*RECORDS TO USE:*

++++++

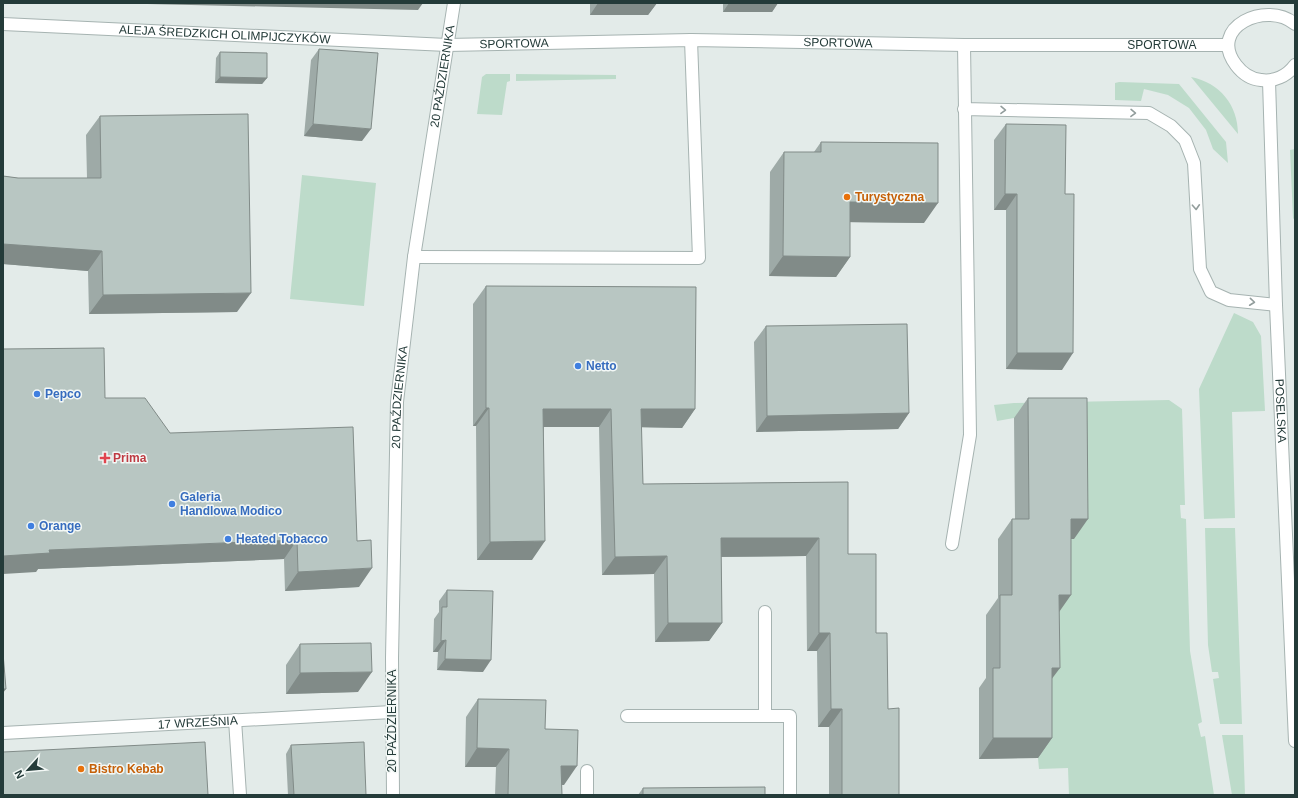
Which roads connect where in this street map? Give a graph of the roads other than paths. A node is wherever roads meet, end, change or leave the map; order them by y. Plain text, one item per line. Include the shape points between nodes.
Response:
1 (454, 3) edge
2 (1260, 5) edge
3 (3, 24) edge
4 (1295, 24) edge
5 (691, 40) junction
6 (447, 45) junction
7 (964, 45) junction
8 (1228, 45) junction
9 (1295, 65) edge
10 (1269, 81) junction
11 (964, 109) junction
12 (414, 257) junction
13 (1276, 304) junction
14 (952, 544) dead end
15 (765, 612) dead end
16 (392, 712) junction
17 (626, 716) dead end
18 (766, 716) junction
19 (235, 720) junction
20 (3, 733) edge
21 (1295, 741) edge
22 (587, 771) dead end
23 (240, 795) edge
24 (393, 795) edge
25 (587, 795) edge
26 (790, 795) edge

1 - 6 street, 20 PAŹDZIERNIKA
2 - 4 street via 1276,9 1290,17
2 - 8 street via 1237,20 1230,32
3 - 6 street, ALEJA ŚREDZKICH OLIMPIJCZYKÓW
5 - 6 street, SPORTOWA
5 - 7 street, SPORTOWA
5 - 12 street via 699,258
6 - 12 street, 20 PAŹDZIERNIKA
7 - 8 street, SPORTOWA
7 - 11 street
8 - 10 street via 1232,60 1241,72 1254,79
9 - 10 street via 1281,78
10 - 13 street, POSELSKA
11 -> 13 street via 1149,113 1172,126 1185,140 1194,163 1200,269 1211,292 1228,300
11 - 14 street via 970,435
12 - 16 street, 20 PAŹDZIERNIKA via 397,402
13 - 21 street, POSELSKA
15 - 18 street
16 - 19 street, 17 WRZEŚNIA
16 - 24 street, 20 PAŹDZIERNIKA
17 - 18 street
18 - 26 street via 790,716
19 - 20 street, 17 WRZEŚNIA
19 - 23 street
22 - 25 street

++++++

*WHAT YOU ARE ASKED TO DO:* All lines in the entries above that hold the word "SPORTOWA" need to be copied.

*FINISHED EXERCISE:*
5 - 6 street, SPORTOWA
5 - 7 street, SPORTOWA
7 - 8 street, SPORTOWA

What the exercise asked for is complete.